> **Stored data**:
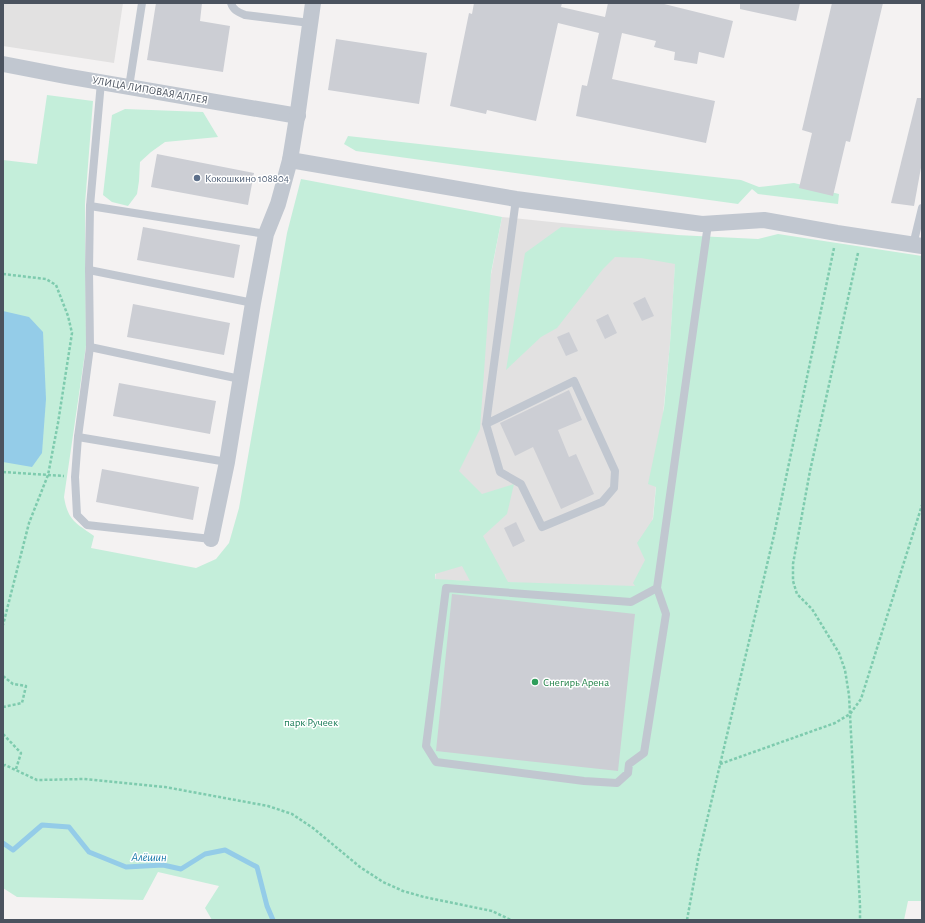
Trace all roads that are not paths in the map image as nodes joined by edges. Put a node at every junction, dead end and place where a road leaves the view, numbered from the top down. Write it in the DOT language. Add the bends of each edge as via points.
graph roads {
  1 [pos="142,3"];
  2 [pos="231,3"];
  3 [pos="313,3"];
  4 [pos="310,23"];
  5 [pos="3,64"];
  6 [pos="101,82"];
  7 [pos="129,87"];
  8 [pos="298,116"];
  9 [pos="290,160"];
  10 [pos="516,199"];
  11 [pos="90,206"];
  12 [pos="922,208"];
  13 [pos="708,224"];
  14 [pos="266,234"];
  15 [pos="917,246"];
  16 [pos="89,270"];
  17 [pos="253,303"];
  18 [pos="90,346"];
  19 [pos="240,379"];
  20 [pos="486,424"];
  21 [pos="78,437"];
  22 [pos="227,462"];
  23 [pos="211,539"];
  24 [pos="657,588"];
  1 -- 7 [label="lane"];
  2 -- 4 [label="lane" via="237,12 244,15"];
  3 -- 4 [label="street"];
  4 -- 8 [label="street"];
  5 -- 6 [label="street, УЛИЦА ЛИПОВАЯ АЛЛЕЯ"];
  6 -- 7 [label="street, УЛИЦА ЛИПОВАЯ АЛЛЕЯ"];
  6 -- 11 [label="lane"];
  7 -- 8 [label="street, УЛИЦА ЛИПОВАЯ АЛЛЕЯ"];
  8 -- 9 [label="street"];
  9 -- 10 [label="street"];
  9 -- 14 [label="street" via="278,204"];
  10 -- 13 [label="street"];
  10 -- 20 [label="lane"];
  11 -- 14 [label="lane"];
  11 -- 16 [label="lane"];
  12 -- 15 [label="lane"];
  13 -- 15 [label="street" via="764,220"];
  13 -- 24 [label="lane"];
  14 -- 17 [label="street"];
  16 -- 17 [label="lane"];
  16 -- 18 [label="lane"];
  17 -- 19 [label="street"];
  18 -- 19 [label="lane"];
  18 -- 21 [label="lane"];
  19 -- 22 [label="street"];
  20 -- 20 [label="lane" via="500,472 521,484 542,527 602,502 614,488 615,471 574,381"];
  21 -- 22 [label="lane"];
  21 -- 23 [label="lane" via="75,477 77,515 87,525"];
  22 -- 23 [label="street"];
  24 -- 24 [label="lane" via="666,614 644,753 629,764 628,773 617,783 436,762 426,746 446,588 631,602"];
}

> **TASK DIRECTIONS**: In the copy you write, the data above must appear exactly, with no pictures.

> **REPLY**:
Trace all roads that are not paths in the map image as nodes joined by edges. Put a node at every junction, dead end and place where a road leaves the view, numbered from the top down. Write it in the DOT language. Add the bends of each edge as via points.
graph roads {
  1 [pos="142,3"];
  2 [pos="231,3"];
  3 [pos="313,3"];
  4 [pos="310,23"];
  5 [pos="3,64"];
  6 [pos="101,82"];
  7 [pos="129,87"];
  8 [pos="298,116"];
  9 [pos="290,160"];
  10 [pos="516,199"];
  11 [pos="90,206"];
  12 [pos="922,208"];
  13 [pos="708,224"];
  14 [pos="266,234"];
  15 [pos="917,246"];
  16 [pos="89,270"];
  17 [pos="253,303"];
  18 [pos="90,346"];
  19 [pos="240,379"];
  20 [pos="486,424"];
  21 [pos="78,437"];
  22 [pos="227,462"];
  23 [pos="211,539"];
  24 [pos="657,588"];
  1 -- 7 [label="lane"];
  2 -- 4 [label="lane" via="237,12 244,15"];
  3 -- 4 [label="street"];
  4 -- 8 [label="street"];
  5 -- 6 [label="street, УЛИЦА ЛИПОВАЯ АЛЛЕЯ"];
  6 -- 7 [label="street, УЛИЦА ЛИПОВАЯ АЛЛЕЯ"];
  6 -- 11 [label="lane"];
  7 -- 8 [label="street, УЛИЦА ЛИПОВАЯ АЛЛЕЯ"];
  8 -- 9 [label="street"];
  9 -- 10 [label="street"];
  9 -- 14 [label="street" via="278,204"];
  10 -- 13 [label="street"];
  10 -- 20 [label="lane"];
  11 -- 14 [label="lane"];
  11 -- 16 [label="lane"];
  12 -- 15 [label="lane"];
  13 -- 15 [label="street" via="764,220"];
  13 -- 24 [label="lane"];
  14 -- 17 [label="street"];
  16 -- 17 [label="lane"];
  16 -- 18 [label="lane"];
  17 -- 19 [label="street"];
  18 -- 19 [label="lane"];
  18 -- 21 [label="lane"];
  19 -- 22 [label="street"];
  20 -- 20 [label="lane" via="500,472 521,484 542,527 602,502 614,488 615,471 574,381"];
  21 -- 22 [label="lane"];
  21 -- 23 [label="lane" via="75,477 77,515 87,525"];
  22 -- 23 [label="street"];
  24 -- 24 [label="lane" via="666,614 644,753 629,764 628,773 617,783 436,762 426,746 446,588 631,602"];
}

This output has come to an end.